Department of Biochemistry, Microbiology and Immunology, University of Ottawa, Ottawa, Ontario, Canada.
PLoS One. 2016 Oct 4;11(10):e0163595. doi: 10.1371/journal.pone.0163595. eCollection 2016.
Evaluating the similarity of different measured variables is a fundamental task of statistics, and a key part of many bioinformatics algorithms. Here we propose a Bayesian scheme for estimating the correlation between different entities' measurements based on high-throughput sequencing data. These entities could be different genes or miRNAs whose expression is measured by RNA-seq, different transcription factors or histone marks whose expression is measured by ChIP-seq, or even combinations of different types of entities. Our Bayesian formulation accounts for both measured signal levels and uncertainty in those levels, due to varying sequencing depth in different experiments and to varying absolute levels of individual entities, both of which affect the precision of the measurements. In comparison with a traditional Pearson correlation analysis, we show that our Bayesian correlation analysis retains high correlations when measurement confidence is high, but suppresses correlations when measurement confidence is low-especially for entities with low signal levels. In addition, we consider the influence of priors on the Bayesian correlation estimate. Perhaps surprisingly, we show that naive, uniform priors on entities' signal levels can lead to highly biased correlation estimates, particularly when different experiments have widely varying sequencing depths. However, we propose two alternative priors that provably mitigate this problem. We also prove that, like traditional Pearson correlation, our Bayesian correlation calculation constitutes a kernel in the machine learning sense, and thus can be used as a similarity measure in any kernel-based machine learning algorithm. We demonstrate our approach on two RNA-seq datasets and one miRNA-seq dataset.

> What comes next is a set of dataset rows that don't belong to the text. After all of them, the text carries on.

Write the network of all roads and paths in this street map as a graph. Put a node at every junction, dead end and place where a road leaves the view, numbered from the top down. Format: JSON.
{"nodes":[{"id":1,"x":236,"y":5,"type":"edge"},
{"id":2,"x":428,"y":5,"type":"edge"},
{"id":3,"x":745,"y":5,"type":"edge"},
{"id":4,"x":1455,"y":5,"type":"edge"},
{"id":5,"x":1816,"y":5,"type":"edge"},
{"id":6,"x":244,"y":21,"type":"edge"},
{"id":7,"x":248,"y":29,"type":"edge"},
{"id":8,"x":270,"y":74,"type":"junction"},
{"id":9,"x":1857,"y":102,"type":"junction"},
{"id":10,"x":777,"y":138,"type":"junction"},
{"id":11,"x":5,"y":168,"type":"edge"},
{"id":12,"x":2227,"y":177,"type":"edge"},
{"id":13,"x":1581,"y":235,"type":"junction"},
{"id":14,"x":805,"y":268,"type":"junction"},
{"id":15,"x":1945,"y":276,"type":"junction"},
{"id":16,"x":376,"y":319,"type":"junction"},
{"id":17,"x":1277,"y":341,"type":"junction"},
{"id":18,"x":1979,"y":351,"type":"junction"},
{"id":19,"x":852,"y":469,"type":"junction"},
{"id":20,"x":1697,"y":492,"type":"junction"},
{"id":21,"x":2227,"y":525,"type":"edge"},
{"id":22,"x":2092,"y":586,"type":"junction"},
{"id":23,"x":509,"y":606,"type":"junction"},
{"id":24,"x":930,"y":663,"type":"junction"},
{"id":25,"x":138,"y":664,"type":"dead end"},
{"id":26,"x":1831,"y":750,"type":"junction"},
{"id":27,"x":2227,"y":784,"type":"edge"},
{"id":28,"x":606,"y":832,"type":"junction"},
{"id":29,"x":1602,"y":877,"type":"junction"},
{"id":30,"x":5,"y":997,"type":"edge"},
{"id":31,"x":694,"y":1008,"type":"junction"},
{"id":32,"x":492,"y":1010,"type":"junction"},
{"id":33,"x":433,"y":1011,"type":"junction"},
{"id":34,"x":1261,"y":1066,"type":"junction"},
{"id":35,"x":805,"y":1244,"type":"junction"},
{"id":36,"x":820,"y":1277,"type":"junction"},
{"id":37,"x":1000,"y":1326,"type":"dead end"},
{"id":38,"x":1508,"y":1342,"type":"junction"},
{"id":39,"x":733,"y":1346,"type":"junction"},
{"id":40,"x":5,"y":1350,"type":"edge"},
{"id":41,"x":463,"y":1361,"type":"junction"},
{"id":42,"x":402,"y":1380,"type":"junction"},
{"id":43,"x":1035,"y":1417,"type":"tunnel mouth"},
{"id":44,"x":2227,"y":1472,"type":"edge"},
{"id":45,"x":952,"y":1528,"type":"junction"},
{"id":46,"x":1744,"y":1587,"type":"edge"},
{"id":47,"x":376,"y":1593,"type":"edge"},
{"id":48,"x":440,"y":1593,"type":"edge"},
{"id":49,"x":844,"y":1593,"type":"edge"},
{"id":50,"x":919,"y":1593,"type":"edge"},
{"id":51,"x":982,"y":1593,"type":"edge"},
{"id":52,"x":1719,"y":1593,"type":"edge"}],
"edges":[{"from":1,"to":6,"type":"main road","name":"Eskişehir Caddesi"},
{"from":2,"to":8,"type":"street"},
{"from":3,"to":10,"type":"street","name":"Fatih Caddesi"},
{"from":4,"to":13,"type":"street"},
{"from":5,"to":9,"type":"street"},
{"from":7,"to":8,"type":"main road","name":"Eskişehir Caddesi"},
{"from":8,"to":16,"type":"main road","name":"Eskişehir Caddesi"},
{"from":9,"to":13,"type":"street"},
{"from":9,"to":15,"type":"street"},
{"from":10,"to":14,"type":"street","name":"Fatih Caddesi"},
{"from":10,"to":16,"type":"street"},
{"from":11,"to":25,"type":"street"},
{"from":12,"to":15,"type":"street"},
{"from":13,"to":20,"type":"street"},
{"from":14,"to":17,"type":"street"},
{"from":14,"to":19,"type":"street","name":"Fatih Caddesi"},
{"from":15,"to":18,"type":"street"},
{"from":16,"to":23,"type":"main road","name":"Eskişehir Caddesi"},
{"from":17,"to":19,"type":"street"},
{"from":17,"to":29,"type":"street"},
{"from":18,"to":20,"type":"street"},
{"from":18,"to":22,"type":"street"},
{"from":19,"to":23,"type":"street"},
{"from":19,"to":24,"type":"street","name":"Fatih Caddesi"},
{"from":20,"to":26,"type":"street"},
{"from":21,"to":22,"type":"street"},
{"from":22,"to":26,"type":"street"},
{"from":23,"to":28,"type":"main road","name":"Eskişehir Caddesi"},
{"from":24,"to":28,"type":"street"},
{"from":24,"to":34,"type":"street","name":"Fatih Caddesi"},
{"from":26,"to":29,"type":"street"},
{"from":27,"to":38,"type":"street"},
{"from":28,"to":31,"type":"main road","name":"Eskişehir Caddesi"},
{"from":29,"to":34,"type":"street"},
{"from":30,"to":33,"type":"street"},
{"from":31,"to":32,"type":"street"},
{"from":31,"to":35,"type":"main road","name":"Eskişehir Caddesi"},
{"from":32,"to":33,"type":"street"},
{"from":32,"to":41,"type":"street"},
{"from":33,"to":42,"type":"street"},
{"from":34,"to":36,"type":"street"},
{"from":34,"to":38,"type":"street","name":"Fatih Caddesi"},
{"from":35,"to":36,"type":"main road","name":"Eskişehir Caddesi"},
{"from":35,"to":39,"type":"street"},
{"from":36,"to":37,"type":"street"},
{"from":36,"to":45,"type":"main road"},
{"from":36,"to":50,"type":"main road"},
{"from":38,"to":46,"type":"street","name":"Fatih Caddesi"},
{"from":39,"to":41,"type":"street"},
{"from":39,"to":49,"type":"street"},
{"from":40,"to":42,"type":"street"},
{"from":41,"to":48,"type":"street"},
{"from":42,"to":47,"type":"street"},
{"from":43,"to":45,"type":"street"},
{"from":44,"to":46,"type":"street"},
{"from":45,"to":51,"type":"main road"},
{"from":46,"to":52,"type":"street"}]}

评估不同测量变量之间的相似性是统计学的一项基本任务,也是许多生物信息学算法的关键部分。在这里,我们提出了一种基于高通量测序数据的贝叶斯方案,用于估计不同实体测量值之间的相关性。这些实体可以是不同基因或 miRNA 的表达水平,这些表达水平可以通过 RNA-seq 来测量;也可以是不同转录因子或组蛋白标记的表达水平,这些表达水平可以通过 ChIP-seq 来测量;甚至可以是不同类型的实体的组合。我们的贝叶斯公式既考虑了测量信号水平,也考虑了这些水平的不确定性,因为不同实验中的测序深度不同,以及个体实体的绝对水平也不同,这两者都会影响测量的精度。与传统的皮尔逊相关分析相比,我们表明,当测量置信度高时,我们的贝叶斯相关分析保留了高度的相关性,但当测量置信度低时,它会抑制相关性——特别是对于信号水平低的实体。此外,我们还考虑了先验对贝叶斯相关估计的影响。也许令人惊讶的是,我们表明,对实体信号水平的朴素、均匀先验会导致高度有偏的相关估计,尤其是当不同实验的测序深度差异很大时。然而,我们提出了两种替代的先验,证明可以解决这个问题。我们还证明,与传统的皮尔逊相关一样,我们的贝叶斯相关计算在机器学习意义上构成了一个核,因此可以作为任何基于核的机器学习算法中的相似性度量。我们在两个 RNA-seq 数据集和一个 miRNA-seq 数据集上展示了我们的方法。